En tout cas, les communistes ne peuvent aborder cette question sans prendre en compte les difficultés dans l’apprentissage du français. Difficultés qui peuvent alimenter l’échec scolaire, avec les longs mois passés, et gâchés, par les enfants à l’apprentissage des multiples variantes de transcription des sons et des exceptions, qui finissent par en éloigner certains de la langue, notamment dans des familles les moins familières avec la maîtrise de la lecture et de l’écrit. S’il est vrai que l’échec est corrélé à l’origine sociale, les études montrent que les difficultés scolaires surgissent davantage sur l’apprentissage du français que sur celui des mathématiques. Personne au PCF ne souhaite alimenter la machine à exclure !

On le voit bien, les questions de la langue ne sauraient être abordées en vase clos. Elles méritent, sur ce sujet comme bien d’autres, un véritable débat démocratique, où pourront s’exprimer notamment celles et ceux qui apprennent le français aux enfants, le secteur de l’éducation nationale, et aux adultes. Le Congrès peut être l’occasion de convenir d’initiatives permettant de s’approprier cette question, d’en débattre de manière ouverte. Cela pourrait concerner non seulement la question de l’écriture inclusive, mais plus généralement celles de de l’apprentissage et de la réforme du français. Quant aux statuts du PCF, avant d’y inscrire une obligation, il faudrait être certain qu’on met bien la même chose derrière.

Loin d’être un sujet de clivage entre communistes, ce débat stimulant peut être un moment de réflexion et de construction collective. Relevons pour finir que le sens de notre engagement s’exprime souvent par des mots de genre féminin dans la langue française, comme l’humanité, l’égalité et bien d’autres. Personne ne songe à proposer d’en faire des mots neutres ou épicènes pour représenter à égalité les femmes et les hommes. Il y a en effet mieux et plus urgent à faire pour que l’humanité et l’égalité soient toujours plus des réalités !

Éric Le lann – 22/02/2023

1 Selon un dictionnaire (Larousse du collège) : épicène « se dit d’un nom, d’un pronom, d’un adjectif qui ne varie pas selon le genre (ex : élève, enfant, toi, jaune…) ».

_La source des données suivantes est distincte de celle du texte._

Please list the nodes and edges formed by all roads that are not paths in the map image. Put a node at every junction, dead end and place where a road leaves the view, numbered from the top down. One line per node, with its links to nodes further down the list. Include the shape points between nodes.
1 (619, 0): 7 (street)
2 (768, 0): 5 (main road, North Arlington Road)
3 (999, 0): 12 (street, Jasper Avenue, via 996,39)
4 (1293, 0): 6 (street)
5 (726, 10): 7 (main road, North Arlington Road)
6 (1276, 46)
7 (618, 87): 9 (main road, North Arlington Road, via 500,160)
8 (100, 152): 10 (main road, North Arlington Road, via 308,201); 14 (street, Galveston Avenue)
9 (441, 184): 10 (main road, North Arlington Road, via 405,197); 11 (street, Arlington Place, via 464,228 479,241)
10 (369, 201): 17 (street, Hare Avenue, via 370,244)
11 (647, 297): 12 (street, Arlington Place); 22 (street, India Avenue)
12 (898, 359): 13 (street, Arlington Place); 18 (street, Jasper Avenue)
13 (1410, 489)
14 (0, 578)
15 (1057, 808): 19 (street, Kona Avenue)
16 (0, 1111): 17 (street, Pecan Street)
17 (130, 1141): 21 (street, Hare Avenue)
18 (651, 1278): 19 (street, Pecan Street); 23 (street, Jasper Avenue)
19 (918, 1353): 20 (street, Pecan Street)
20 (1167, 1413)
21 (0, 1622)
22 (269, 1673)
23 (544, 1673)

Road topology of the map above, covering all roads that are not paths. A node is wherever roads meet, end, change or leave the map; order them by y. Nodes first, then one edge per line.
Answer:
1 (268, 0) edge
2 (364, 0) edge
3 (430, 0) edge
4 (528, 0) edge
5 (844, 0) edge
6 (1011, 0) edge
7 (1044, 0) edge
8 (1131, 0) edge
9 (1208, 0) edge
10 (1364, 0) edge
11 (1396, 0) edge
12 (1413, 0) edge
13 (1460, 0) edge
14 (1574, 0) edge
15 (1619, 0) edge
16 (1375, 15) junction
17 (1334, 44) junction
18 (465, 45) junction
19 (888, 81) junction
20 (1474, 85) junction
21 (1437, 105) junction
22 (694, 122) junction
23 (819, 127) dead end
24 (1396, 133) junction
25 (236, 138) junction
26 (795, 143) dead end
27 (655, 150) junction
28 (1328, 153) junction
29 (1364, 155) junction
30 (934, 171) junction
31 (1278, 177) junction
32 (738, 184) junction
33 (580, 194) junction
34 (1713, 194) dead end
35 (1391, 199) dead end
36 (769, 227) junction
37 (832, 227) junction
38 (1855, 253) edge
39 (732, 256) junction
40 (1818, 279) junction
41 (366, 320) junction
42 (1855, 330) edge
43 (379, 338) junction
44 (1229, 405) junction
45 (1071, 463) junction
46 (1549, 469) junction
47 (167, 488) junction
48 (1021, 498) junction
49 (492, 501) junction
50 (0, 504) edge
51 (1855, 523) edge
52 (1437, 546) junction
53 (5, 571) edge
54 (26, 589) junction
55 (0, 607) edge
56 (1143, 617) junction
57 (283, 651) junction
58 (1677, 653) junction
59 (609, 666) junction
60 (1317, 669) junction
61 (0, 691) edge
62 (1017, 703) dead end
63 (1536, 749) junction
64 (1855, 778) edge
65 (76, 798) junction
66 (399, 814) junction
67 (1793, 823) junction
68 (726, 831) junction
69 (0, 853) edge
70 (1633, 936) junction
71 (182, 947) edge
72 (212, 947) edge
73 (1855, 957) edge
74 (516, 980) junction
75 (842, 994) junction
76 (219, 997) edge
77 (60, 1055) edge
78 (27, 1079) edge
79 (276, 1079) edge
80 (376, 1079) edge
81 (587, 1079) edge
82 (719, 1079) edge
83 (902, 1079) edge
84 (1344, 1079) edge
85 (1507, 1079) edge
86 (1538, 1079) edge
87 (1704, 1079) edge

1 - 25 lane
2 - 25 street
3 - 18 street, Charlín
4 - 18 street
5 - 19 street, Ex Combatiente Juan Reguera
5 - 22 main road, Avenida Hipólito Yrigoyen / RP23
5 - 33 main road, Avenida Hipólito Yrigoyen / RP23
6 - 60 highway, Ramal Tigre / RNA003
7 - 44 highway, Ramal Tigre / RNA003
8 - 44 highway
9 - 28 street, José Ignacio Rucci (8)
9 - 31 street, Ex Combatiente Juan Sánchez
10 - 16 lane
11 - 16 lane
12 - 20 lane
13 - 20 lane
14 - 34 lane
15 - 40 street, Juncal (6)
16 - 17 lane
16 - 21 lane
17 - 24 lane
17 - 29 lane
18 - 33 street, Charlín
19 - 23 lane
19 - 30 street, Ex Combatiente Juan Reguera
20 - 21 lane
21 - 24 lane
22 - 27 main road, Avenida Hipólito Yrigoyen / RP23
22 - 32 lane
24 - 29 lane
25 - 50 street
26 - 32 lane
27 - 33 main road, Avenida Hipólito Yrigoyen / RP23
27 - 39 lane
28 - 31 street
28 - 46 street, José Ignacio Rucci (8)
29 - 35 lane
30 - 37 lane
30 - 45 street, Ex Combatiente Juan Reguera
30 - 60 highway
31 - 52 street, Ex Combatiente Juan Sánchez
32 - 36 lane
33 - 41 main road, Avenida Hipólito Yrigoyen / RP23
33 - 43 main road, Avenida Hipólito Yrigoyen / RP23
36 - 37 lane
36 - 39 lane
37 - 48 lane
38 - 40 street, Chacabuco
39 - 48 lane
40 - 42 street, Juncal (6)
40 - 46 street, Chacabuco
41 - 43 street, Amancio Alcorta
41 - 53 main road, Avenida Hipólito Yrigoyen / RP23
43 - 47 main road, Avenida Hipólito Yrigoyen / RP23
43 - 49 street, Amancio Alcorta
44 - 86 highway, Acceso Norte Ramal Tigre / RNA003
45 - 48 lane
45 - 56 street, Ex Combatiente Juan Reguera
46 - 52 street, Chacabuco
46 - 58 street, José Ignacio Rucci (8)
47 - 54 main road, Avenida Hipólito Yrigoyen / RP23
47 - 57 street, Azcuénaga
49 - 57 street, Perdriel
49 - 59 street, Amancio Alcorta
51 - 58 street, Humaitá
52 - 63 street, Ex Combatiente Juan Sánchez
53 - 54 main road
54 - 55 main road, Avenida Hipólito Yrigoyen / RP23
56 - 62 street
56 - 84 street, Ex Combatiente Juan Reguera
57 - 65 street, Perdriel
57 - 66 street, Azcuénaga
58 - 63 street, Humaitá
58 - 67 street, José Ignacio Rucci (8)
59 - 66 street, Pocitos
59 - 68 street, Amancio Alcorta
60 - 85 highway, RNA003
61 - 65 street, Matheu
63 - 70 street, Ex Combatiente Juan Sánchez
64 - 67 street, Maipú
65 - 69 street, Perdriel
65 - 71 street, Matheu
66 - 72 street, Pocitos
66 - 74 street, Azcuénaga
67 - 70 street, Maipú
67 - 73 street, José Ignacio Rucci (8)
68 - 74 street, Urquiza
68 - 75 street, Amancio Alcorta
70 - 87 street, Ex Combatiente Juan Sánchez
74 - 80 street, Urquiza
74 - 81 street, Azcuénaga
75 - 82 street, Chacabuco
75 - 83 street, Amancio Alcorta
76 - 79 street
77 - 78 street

2 Sur la question de la simplification de la langue, signalons un fait peu connu : aussitôt après 1949, les communistes chinois entreprirent une réforme majeure de l’écriture chinoise, qui se traduisit par la simplification ou la rationalisation de plus de 1500 caractères ! Cela contribua sans doute à leurs succès dans le domaine de l’éducation.

3 Bernard Cerquiglini a dirigé la rédaction du Guide d’aide à la féminisation des noms de métiers, titres, grades et fonctions, remis en 1999, accessible sur le site Vie publique.

4 Voir le dossier « Le devenir du français » dans le numéro 403 de la revue La pensée.